Records for the exercise ▸
+ + + +
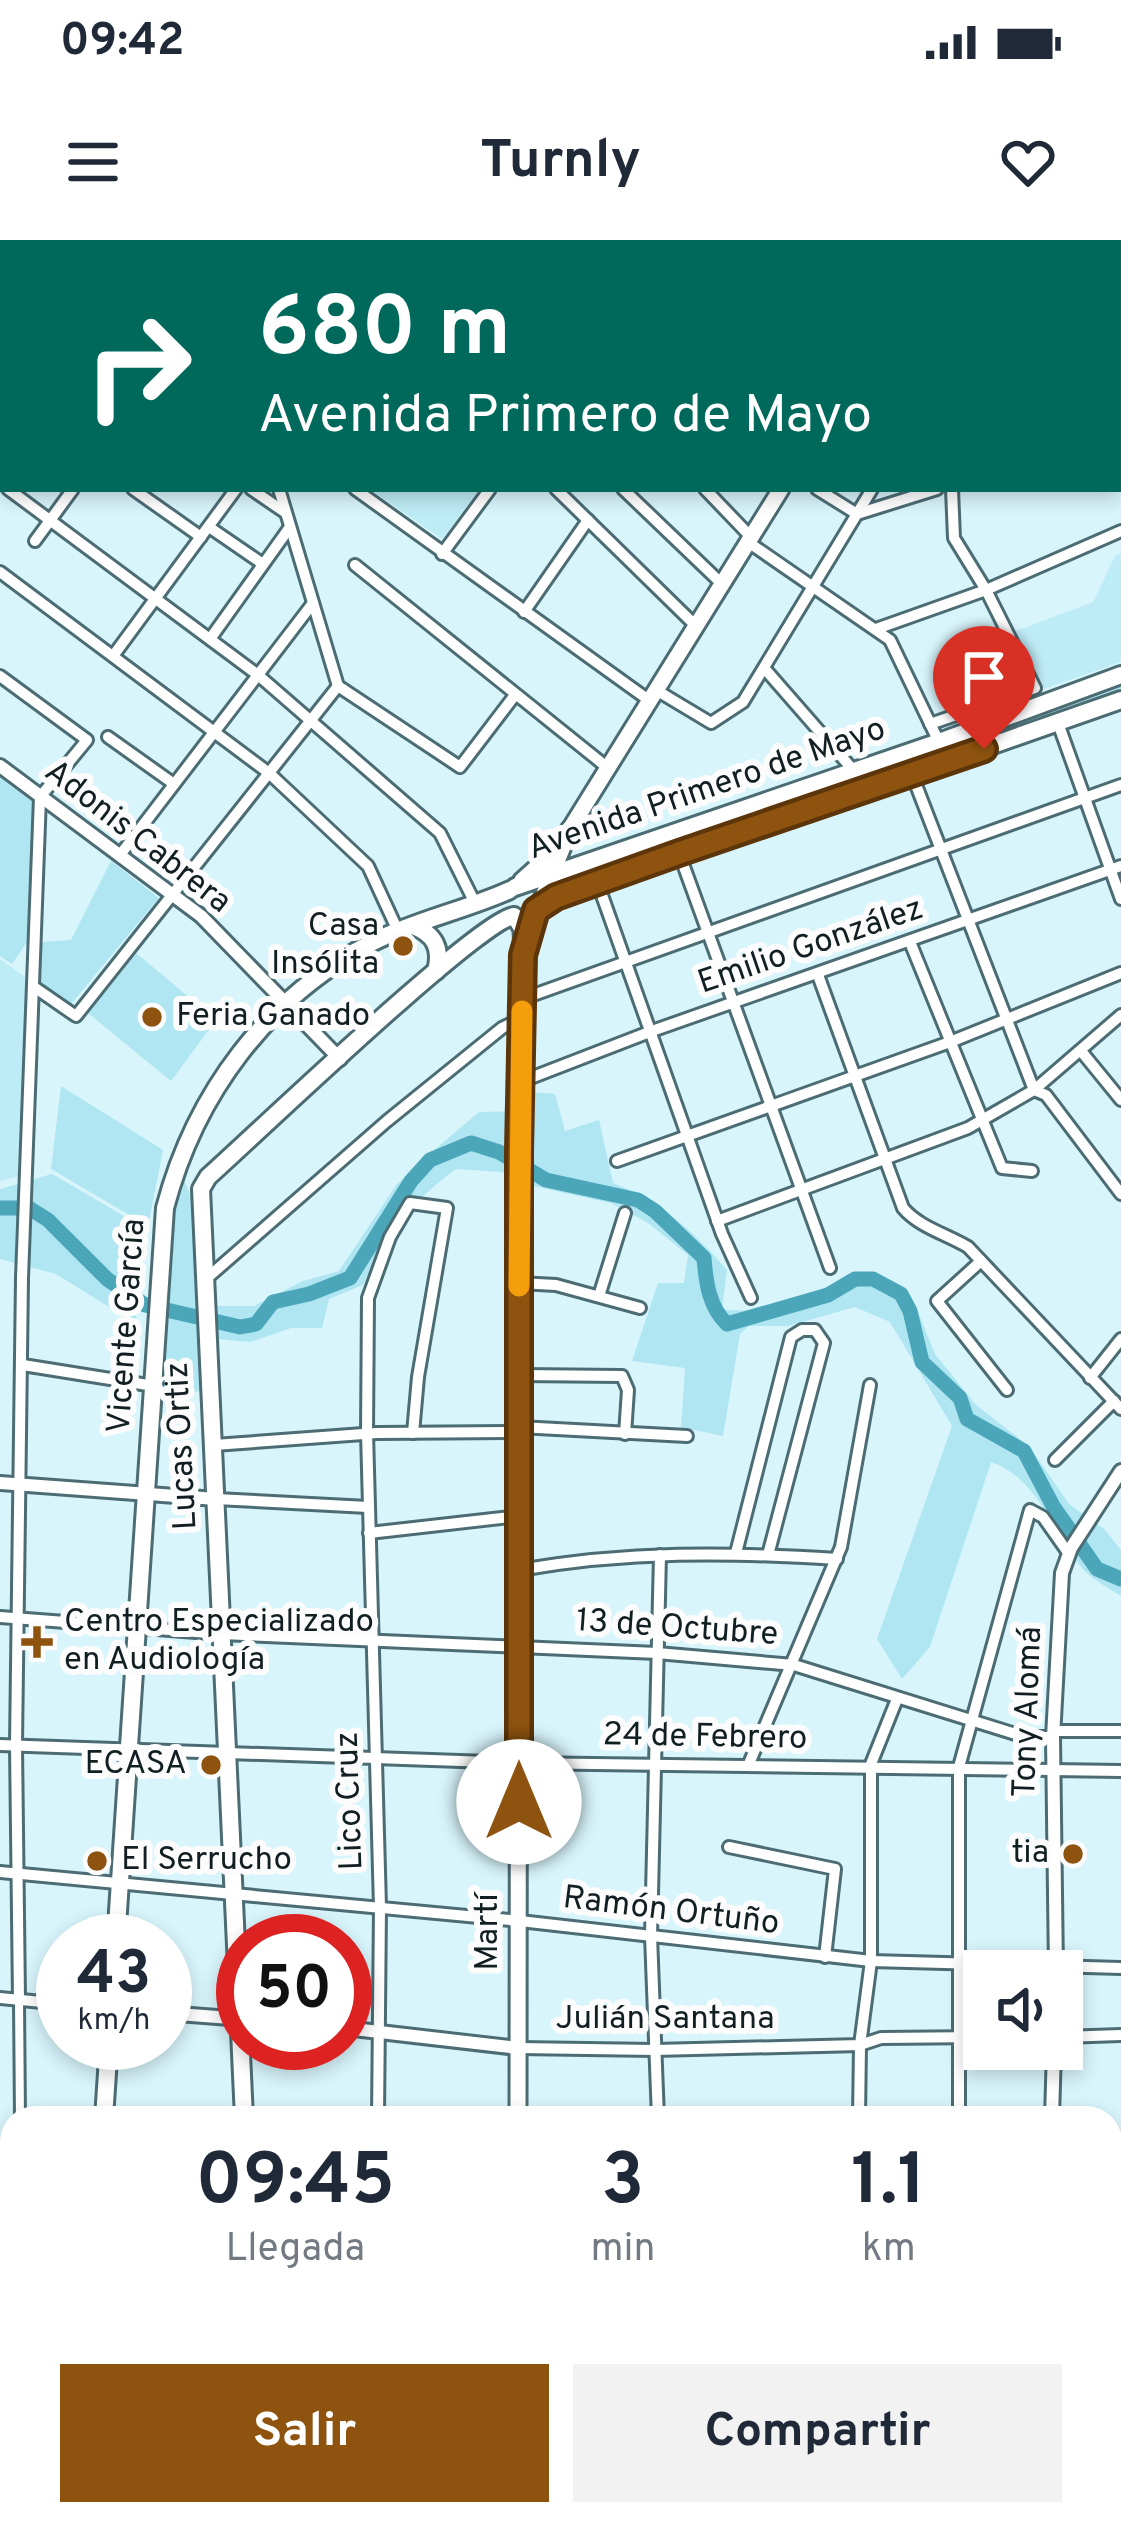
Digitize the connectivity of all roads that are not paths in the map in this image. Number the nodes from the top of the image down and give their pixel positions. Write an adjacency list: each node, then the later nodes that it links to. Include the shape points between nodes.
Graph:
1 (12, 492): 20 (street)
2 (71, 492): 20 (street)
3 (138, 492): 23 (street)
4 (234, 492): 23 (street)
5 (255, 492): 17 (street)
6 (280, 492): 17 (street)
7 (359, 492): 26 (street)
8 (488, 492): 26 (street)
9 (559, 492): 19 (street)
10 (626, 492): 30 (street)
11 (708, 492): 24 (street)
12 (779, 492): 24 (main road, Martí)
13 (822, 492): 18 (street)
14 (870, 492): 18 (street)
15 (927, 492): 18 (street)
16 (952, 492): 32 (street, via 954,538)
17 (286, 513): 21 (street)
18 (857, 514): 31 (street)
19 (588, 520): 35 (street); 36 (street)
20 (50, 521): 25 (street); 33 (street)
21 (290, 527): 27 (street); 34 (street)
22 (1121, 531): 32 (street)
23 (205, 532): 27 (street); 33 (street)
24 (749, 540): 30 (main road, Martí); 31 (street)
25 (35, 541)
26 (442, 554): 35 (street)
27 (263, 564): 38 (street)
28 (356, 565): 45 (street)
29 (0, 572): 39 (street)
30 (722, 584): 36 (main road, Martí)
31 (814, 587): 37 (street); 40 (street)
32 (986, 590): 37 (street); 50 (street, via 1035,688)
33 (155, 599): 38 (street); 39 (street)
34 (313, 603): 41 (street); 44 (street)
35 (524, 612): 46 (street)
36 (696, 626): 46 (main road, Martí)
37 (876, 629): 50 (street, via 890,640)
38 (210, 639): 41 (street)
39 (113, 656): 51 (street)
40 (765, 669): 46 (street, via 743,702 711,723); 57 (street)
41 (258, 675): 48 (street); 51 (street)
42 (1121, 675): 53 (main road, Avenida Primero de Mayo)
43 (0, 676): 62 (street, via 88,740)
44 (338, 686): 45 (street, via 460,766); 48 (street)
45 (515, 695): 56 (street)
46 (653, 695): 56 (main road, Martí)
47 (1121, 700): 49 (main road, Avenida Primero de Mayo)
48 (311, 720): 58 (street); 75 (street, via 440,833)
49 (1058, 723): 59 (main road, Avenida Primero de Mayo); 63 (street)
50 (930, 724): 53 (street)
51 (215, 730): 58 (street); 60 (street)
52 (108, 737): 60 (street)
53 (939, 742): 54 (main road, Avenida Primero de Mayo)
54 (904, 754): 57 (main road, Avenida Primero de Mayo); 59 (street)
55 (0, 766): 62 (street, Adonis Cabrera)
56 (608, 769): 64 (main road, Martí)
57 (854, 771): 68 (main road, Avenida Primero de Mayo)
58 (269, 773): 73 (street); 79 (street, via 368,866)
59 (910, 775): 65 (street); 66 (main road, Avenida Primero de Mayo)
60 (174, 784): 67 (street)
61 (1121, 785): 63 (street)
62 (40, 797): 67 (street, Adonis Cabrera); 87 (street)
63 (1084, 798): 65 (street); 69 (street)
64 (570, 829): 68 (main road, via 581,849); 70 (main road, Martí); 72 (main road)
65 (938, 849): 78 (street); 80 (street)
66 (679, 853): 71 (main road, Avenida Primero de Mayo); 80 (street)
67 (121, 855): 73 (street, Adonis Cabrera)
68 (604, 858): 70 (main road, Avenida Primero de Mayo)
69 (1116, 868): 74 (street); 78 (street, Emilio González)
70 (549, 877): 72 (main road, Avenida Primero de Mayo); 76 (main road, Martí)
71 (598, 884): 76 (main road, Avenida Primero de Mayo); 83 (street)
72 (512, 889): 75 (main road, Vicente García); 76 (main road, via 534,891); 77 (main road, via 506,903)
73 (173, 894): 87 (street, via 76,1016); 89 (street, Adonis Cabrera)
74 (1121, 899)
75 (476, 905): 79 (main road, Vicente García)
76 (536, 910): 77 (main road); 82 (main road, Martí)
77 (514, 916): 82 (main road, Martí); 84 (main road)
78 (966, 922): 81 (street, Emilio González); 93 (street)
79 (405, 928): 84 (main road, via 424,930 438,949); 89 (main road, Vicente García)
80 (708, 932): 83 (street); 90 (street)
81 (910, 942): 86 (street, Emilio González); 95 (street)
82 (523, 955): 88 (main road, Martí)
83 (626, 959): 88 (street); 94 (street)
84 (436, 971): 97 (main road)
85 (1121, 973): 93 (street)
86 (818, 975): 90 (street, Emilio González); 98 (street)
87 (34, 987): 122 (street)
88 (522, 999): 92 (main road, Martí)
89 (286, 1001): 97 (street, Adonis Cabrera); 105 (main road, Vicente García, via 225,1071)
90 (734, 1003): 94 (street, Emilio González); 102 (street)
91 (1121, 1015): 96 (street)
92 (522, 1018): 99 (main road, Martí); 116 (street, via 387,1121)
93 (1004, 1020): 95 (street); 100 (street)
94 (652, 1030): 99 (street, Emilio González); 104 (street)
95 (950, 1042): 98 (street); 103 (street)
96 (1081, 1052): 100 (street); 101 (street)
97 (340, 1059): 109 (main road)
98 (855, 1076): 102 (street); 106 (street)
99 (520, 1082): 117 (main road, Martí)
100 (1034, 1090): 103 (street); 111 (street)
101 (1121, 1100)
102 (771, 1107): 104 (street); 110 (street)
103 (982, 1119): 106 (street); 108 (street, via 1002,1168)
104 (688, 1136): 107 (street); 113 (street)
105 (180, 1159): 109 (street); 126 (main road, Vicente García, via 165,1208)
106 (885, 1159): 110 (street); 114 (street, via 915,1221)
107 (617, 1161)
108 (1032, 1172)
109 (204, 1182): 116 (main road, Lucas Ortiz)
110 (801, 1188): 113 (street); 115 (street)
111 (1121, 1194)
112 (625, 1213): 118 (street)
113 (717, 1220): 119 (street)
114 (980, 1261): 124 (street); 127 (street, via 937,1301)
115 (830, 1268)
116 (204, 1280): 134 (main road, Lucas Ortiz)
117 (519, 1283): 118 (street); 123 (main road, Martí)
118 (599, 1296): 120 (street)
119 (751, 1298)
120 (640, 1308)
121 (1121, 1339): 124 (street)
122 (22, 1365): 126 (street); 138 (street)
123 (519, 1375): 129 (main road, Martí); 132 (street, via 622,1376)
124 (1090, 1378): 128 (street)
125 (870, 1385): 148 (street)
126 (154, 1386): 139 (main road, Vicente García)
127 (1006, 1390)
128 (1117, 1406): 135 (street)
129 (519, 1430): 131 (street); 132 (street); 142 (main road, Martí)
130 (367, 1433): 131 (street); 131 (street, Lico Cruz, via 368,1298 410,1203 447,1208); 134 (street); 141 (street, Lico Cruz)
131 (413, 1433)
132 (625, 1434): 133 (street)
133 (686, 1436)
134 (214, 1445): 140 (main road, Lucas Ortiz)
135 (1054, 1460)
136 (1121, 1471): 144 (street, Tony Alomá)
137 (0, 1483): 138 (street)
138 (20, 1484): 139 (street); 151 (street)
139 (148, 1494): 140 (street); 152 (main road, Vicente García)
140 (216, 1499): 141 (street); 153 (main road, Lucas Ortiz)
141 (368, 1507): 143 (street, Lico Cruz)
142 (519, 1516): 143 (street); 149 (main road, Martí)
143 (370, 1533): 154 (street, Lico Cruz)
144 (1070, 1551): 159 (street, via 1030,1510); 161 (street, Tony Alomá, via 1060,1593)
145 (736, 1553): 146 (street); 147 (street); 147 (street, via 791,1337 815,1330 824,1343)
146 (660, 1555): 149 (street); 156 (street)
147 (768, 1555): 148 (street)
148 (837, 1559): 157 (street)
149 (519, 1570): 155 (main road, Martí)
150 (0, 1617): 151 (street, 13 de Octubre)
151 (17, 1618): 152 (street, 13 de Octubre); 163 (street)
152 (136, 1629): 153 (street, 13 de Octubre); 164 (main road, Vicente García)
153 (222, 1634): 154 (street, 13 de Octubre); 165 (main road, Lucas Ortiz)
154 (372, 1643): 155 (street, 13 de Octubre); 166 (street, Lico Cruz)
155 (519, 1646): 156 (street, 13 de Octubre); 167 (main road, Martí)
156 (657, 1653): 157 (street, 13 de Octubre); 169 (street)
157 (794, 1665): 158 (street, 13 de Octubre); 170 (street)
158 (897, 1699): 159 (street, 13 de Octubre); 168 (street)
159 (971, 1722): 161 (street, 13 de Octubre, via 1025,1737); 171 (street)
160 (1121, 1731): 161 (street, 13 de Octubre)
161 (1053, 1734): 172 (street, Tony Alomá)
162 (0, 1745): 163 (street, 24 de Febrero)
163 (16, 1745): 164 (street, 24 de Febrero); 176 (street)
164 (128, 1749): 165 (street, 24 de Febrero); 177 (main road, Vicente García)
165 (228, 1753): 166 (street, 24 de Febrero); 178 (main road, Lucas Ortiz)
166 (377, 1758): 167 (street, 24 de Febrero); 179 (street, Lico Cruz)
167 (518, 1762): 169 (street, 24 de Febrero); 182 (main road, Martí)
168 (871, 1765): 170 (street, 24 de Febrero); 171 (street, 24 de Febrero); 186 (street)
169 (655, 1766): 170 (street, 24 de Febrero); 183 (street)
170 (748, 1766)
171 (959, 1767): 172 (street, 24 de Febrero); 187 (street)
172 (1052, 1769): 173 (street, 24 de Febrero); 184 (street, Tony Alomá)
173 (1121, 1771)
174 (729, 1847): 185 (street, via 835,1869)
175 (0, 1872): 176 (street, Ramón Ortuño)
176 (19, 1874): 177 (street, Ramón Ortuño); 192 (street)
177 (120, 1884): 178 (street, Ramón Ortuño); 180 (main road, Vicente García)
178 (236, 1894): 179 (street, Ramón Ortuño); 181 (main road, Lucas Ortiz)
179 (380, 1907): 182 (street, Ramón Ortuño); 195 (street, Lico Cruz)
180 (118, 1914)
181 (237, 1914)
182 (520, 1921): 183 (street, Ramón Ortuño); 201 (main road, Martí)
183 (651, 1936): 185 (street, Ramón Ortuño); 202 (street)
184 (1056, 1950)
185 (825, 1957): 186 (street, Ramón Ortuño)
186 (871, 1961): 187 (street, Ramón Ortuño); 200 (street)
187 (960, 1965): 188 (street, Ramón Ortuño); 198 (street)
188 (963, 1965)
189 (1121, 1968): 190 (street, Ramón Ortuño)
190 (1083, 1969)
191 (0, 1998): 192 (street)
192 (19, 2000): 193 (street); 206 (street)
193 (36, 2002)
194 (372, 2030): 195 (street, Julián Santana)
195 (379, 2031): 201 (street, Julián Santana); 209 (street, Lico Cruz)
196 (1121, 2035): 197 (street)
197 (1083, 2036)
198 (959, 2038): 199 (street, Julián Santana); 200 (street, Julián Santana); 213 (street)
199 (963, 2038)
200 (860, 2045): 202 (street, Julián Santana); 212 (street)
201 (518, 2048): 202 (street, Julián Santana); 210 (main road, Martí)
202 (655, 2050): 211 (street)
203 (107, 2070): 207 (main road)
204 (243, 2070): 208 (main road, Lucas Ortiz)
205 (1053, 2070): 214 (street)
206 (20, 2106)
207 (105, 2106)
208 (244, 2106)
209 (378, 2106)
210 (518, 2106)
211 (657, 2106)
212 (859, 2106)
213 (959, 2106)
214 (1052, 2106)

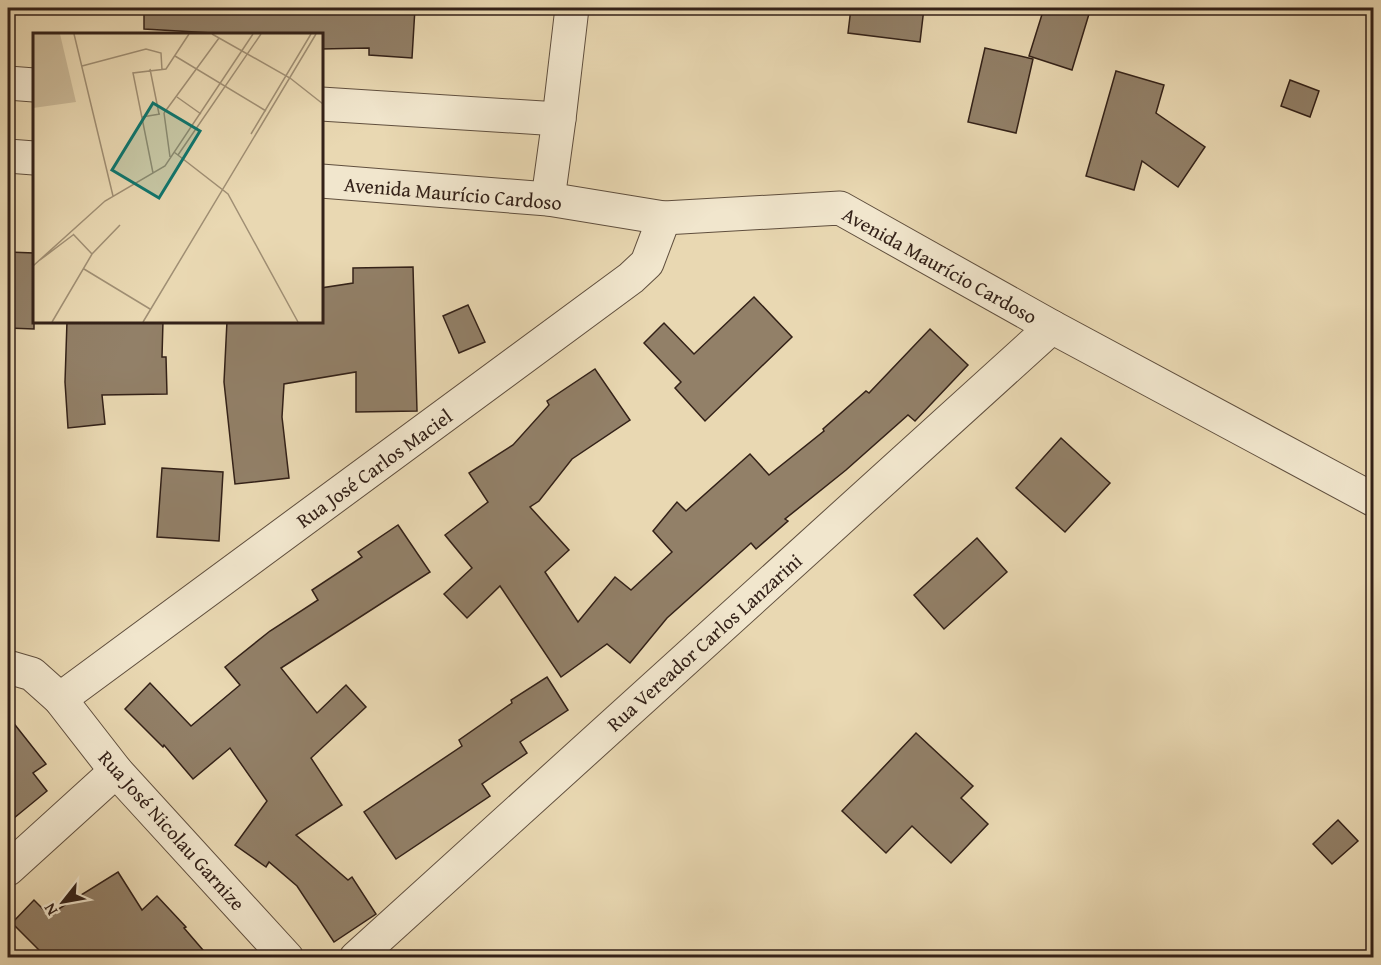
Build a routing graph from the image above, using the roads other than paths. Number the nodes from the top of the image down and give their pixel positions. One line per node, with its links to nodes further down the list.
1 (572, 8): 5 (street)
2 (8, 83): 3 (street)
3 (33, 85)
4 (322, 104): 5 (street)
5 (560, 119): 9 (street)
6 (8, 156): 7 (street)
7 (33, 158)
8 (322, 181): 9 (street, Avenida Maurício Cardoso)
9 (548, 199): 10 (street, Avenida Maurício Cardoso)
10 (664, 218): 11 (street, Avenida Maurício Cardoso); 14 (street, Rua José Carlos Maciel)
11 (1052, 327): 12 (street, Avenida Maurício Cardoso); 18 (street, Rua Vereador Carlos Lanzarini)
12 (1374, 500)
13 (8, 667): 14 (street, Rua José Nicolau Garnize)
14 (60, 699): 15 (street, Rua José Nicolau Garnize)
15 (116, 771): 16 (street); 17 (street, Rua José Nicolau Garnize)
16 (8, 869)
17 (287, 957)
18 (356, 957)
+ + + +
Activity ▸ Nothing but a number should be given: how many lines in the records hold the word "down".

Solution for this problem ▸ 2